**Exercise requirements:** Lines below that include the word "roads" should each be copied.

[Dataset entries]
┌──

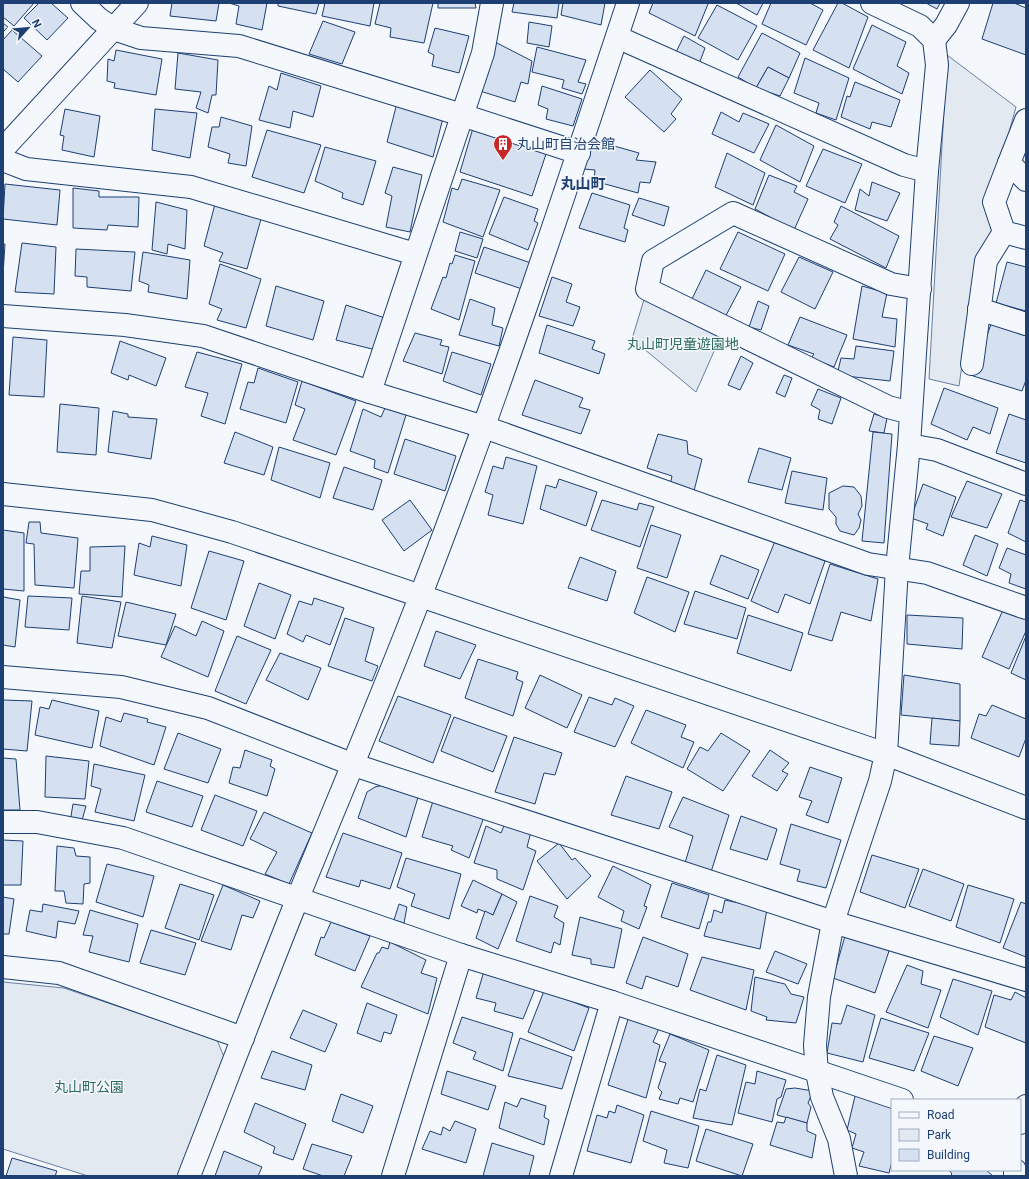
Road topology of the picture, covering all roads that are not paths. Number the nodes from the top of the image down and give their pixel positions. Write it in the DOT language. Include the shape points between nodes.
graph roads {
  1 [pos="82,3"];
  2 [pos="137,3"];
  3 [pos="492,3"];
  4 [pos="628,3"];
  5 [pos="872,3"];
  6 [pos="958,3"];
  7 [pos="114,28"];
  8 [pos="617,37"];
  9 [pos="934,40"];
  10 [pos="462,115"];
  11 [pos="1026,120"];
  12 [pos="3,149"];
  13 [pos="579,153"];
  14 [pos="3,160"];
  15 [pos="1009,163"];
  16 [pos="927,171"];
  17 [pos="1026,180"];
  18 [pos="1004,232"];
  19 [pos="1026,238"];
  20 [pos="414,254"];
  21 [pos="920,289"];
  22 [pos="979,309"];
  23 [pos="3,316"];
  24 [pos="1026,324"];
  25 [pos="972,364"];
  26 [pos="370,392"];
  27 [pos="911,413"];
  28 [pos="484,427"];
  29 [pos="909,445"];
  30 [pos="1026,484"];
  31 [pos="3,494"];
  32 [pos="897,568"];
  33 [pos="421,595"];
  34 [pos="1026,608"];
  35 [pos="3,677"];
  36 [pos="886,754"];
  37 [pos="354,764"];
  38 [pos="1026,808"];
  39 [pos="3,822"];
  40 [pos="297,899"];
  41 [pos="833,922"];
  42 [pos="461,955"];
  43 [pos="3,967"];
  44 [pos="1026,980"];
  45 [pos="612,1002"];
  46 [pos="243,1038"];
  47 [pos="817,1072"];
  48 [pos="899,1099"];
  49 [pos="1026,1106"];
  50 [pos="1021,1120"];
  51 [pos="189,1176"];
  52 [pos="393,1176"];
  53 [pos="561,1176"];
  54 [pos="846,1176"];
  1 -- 7 [label="street" via="99,19"];
  2 -- 7 [label="street"];
  3 -- 10 [label="street" via="483,53"];
  4 -- 8 [label="street"];
  5 -- 9 [label="street" via="920,26"];
  6 -- 9 [label="street"];
  7 -- 10 [label="street" via="141,38 240,46"];
  7 -- 12 [label="street"];
  8 -- 13 [label="street"];
  8 -- 16 [label="street" via="904,165"];
  9 -- 16 [label="street" via="937,65"];
  10 -- 13 [label="street"];
  10 -- 20 [label="street"];
  11 -- 15 [label="street"];
  13 -- 28 [label="street"];
  14 -- 20 [label="street" via="26,169 191,187"];
  15 -- 17 [label="street"];
  15 -- 18 [label="street" via="994,202"];
  16 -- 21 [label="street"];
  18 -- 19 [label="street"];
  18 -- 22 [label="street" via="986,261"];
  20 -- 26 [label="street"];
  21 -- 27 [label="street"];
  21 -- 27 [label="street" via="891,284 733,213 653,261 647,289 888,407"];
  22 -- 24 [label="street"];
  22 -- 25 [label="street"];
  23 -- 26 [label="street" via="125,324 203,336"];
  26 -- 28 [label="street"];
  27 -- 29 [label="street"];
  28 -- 32 [label="street" via="868,564"];
  28 -- 33 [label="street"];
  29 -- 30 [label="street" via="937,450"];
  29 -- 32 [label="street"];
  31 -- 33 [label="street" via="152,510 232,532"];
  32 -- 34 [label="street" via="927,574"];
  32 -- 36 [label="street"];
  33 -- 36 [label="street"];
  33 -- 37 [label="street"];
  35 -- 37 [label="street" via="121,687 208,708"];
  36 -- 38 [label="street"];
  36 -- 41 [label="street" via="880,781"];
  37 -- 40 [label="street"];
  37 -- 41 [label="street"];
  39 -- 40 [label="street" via="37,822 124,838"];
  40 -- 42 [label="street"];
  40 -- 46 [label="street"];
  41 -- 44 [label="street"];
  41 -- 47 [label="street" via="819,997 815,1045"];
  42 -- 45 [label="street"];
  42 -- 52 [label="street"];
  43 -- 46 [label="street" via="59,973"];
  45 -- 47 [label="street"];
  45 -- 53 [label="street"];
  46 -- 51 [label="street"];
  47 -- 48 [label="street"];
  47 -- 54 [label="street" via="822,1098 839,1139"];
  49 -- 50 [label="street"];
}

└──

**Completed exercise:**
Road topology of the picture, covering all roads that are not paths. Number the nodes from the top of the image down and give their pixel positions. Write it in the DOT language. Include the shape points between nodes.
graph roads {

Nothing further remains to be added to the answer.